What is needed. Print the records below exactly as they appear. Omit all pictures.

☆ ☆ ☆ ☆

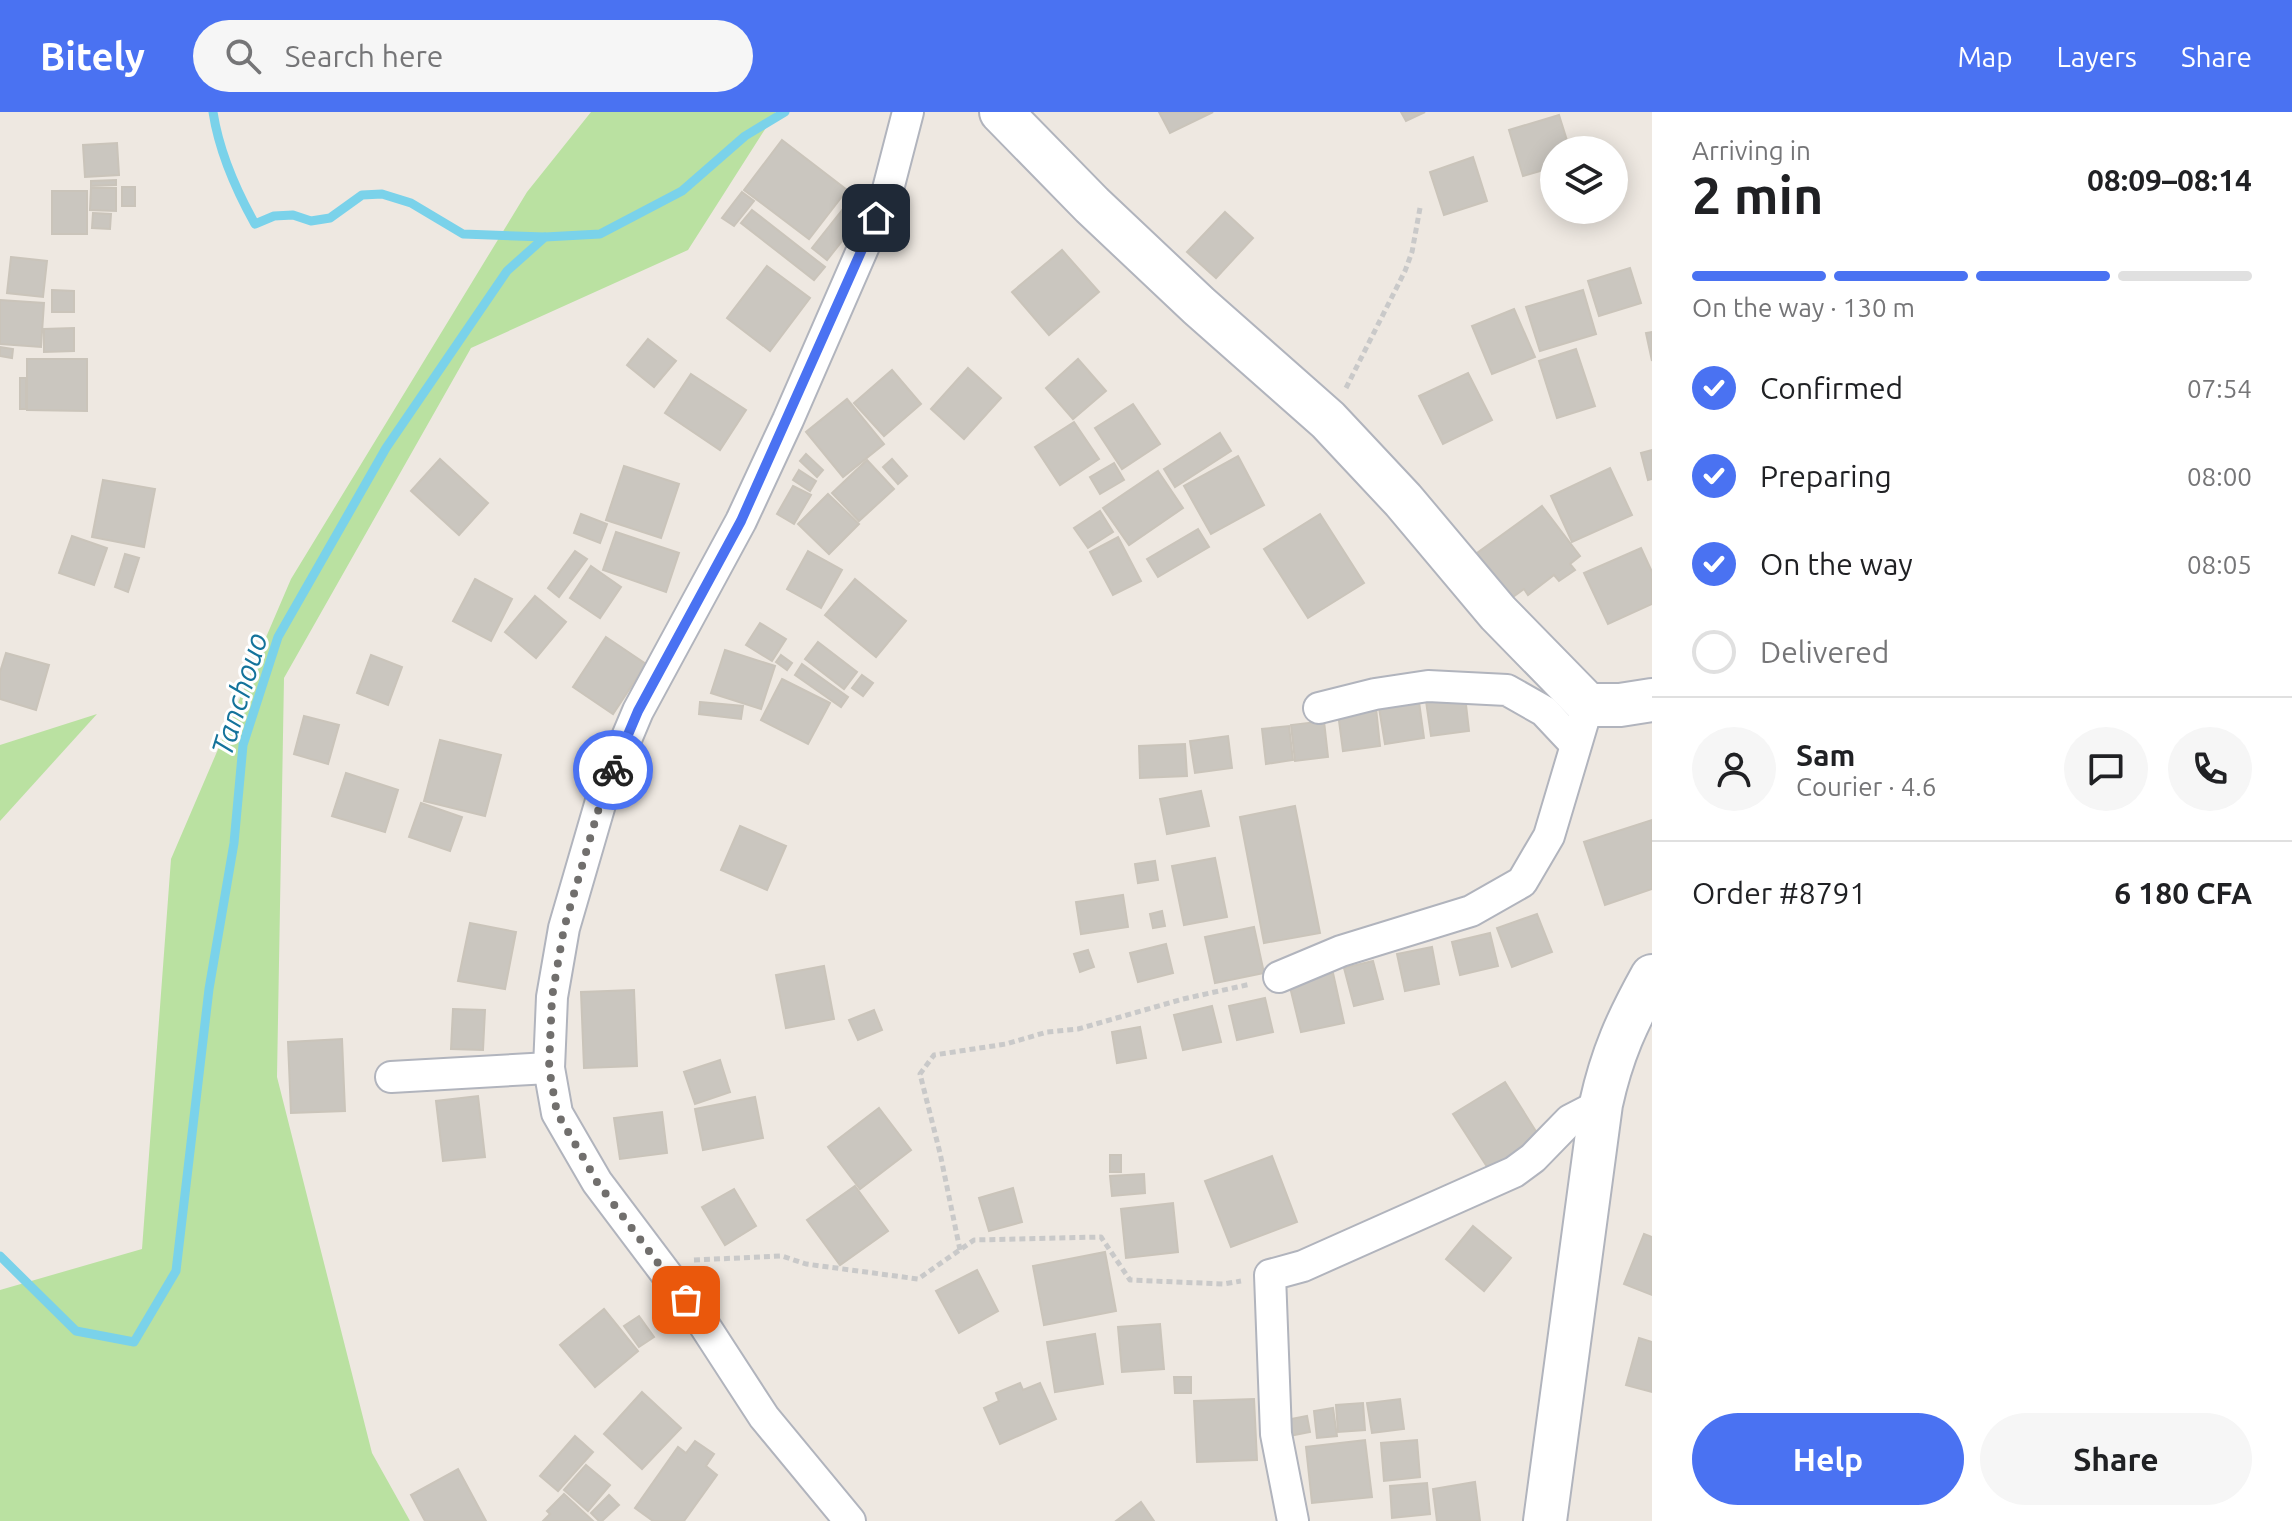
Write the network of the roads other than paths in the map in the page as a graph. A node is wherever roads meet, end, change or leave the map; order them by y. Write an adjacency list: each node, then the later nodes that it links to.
1 (908, 112): 8 (street)
2 (1001, 112): 5 (street)
3 (1652, 700): 5 (street)
4 (1319, 708): 5 (street)
5 (1582, 724): 7 (street)
6 (1652, 976): 10 (street)
7 (1279, 977)
8 (549, 1068): 9 (street); 12 (street)
9 (391, 1077)
10 (1601, 1104): 11 (street); 13 (street)
11 (1553, 1513)
12 (850, 1521)
13 (1293, 1521)

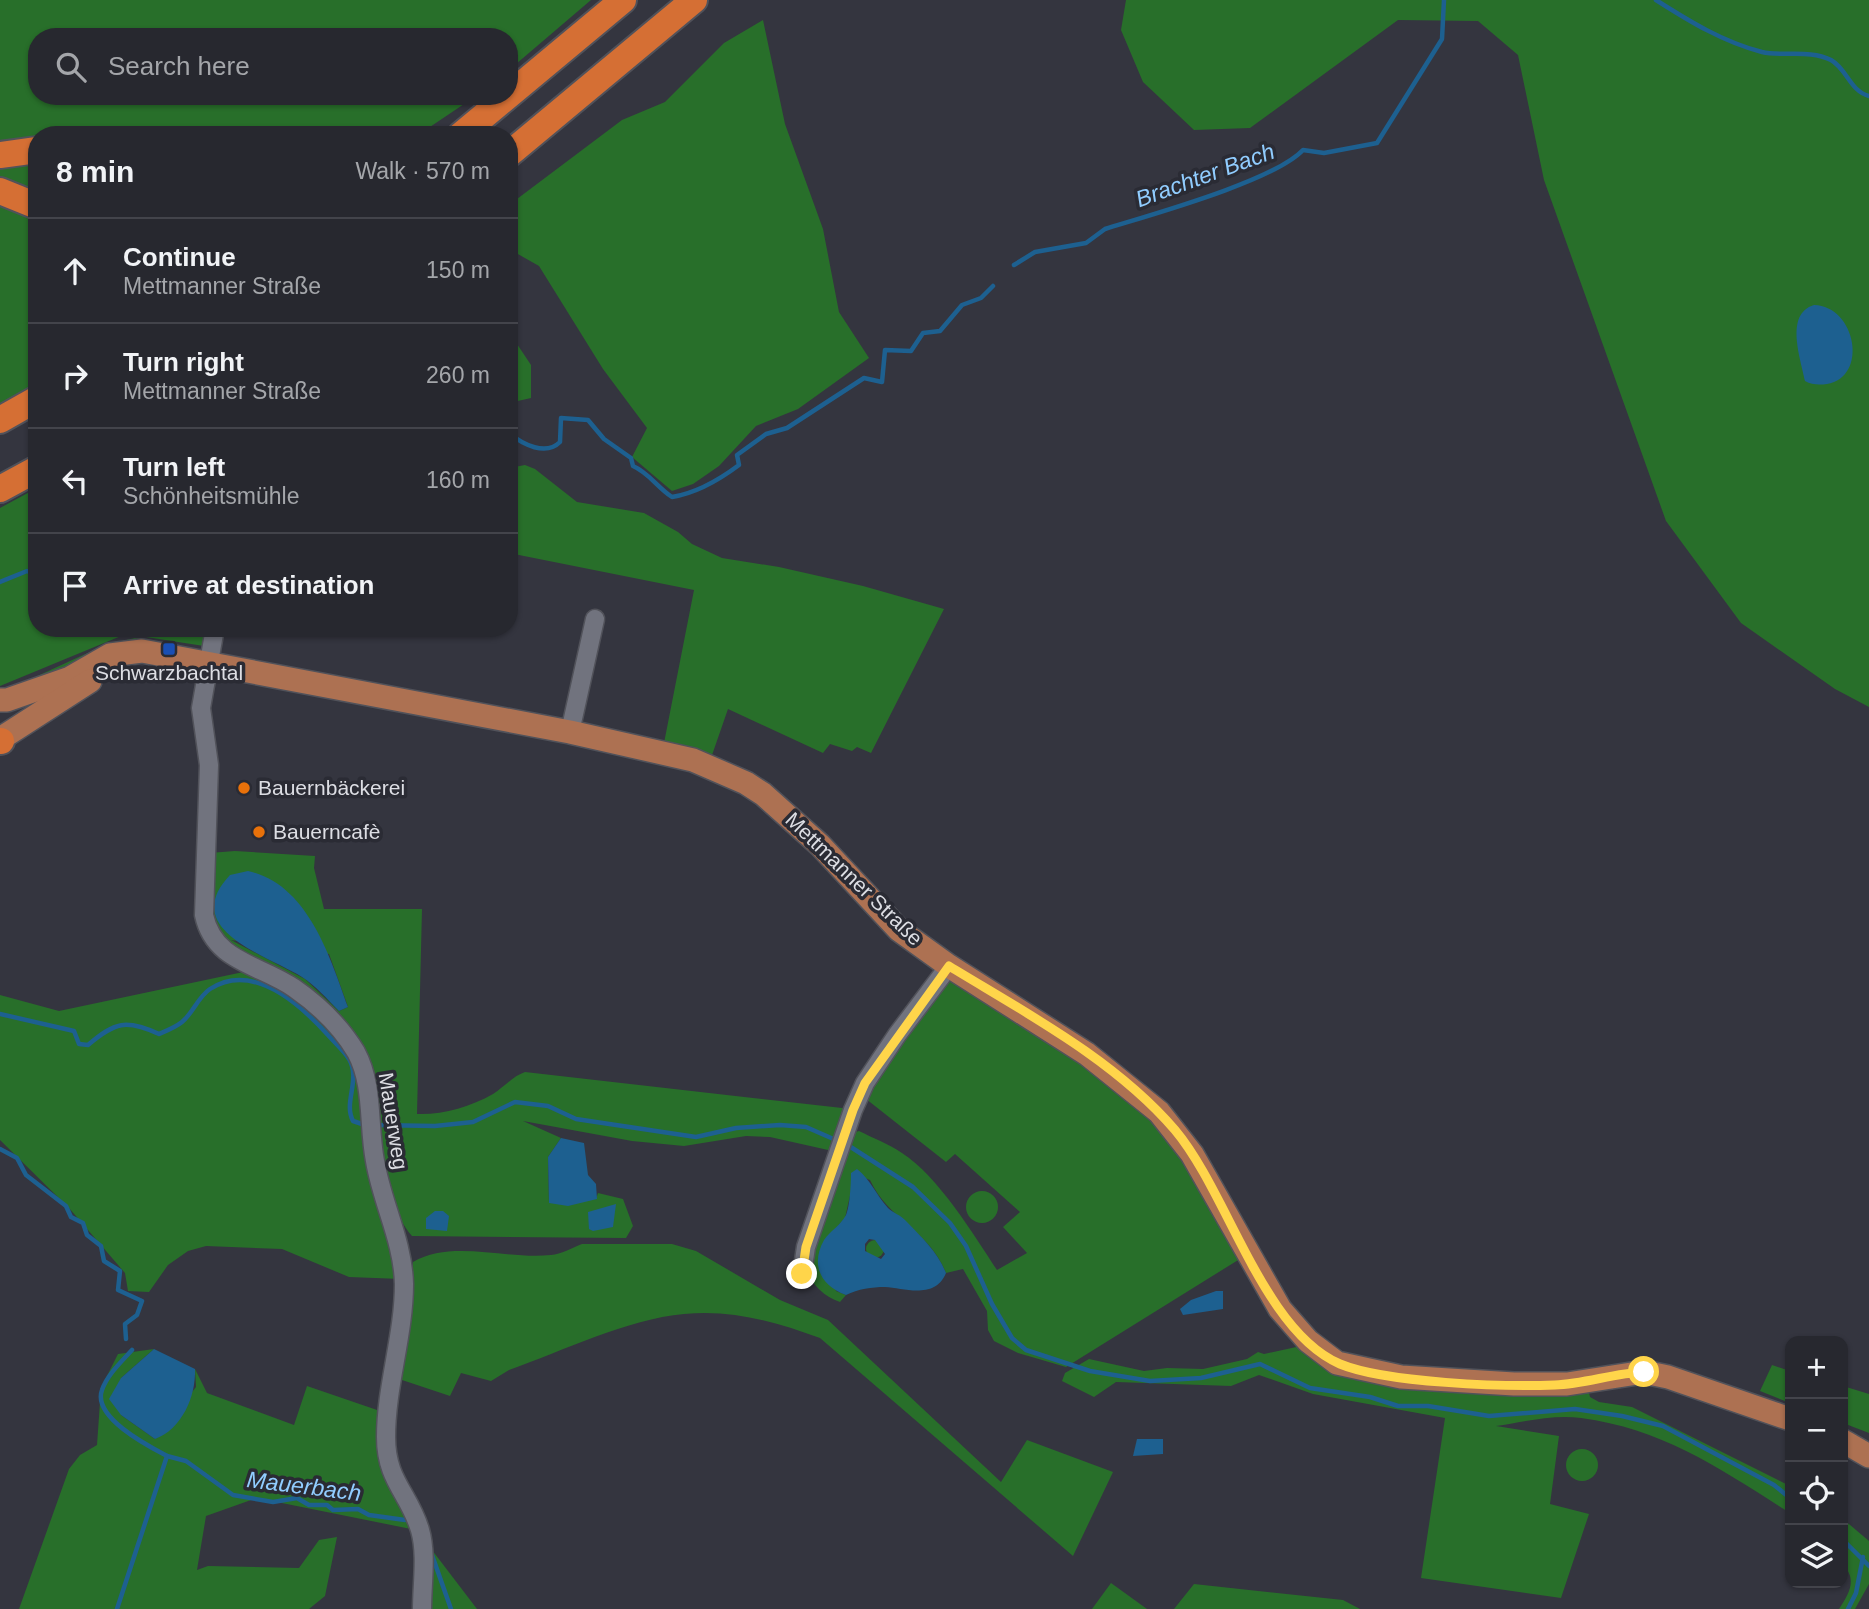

☆ ☆ ☆ ☆

Task answer.
Write the network of the roads other than paths in the map in the page as a graph. A node is wherever roads meet, end, change or leave the map; order them by y. Write an adjacency list: each node, then the later nodes that it links to.
1 (908, 112): 8 (street)
2 (1001, 112): 5 (street)
3 (1652, 700): 5 (street)
4 (1319, 708): 5 (street)
5 (1582, 724): 7 (street)
6 (1652, 976): 10 (street)
7 (1279, 977)
8 (549, 1068): 9 (street); 12 (street)
9 (391, 1077)
10 (1601, 1104): 11 (street); 13 (street)
11 (1553, 1513)
12 (850, 1521)
13 (1293, 1521)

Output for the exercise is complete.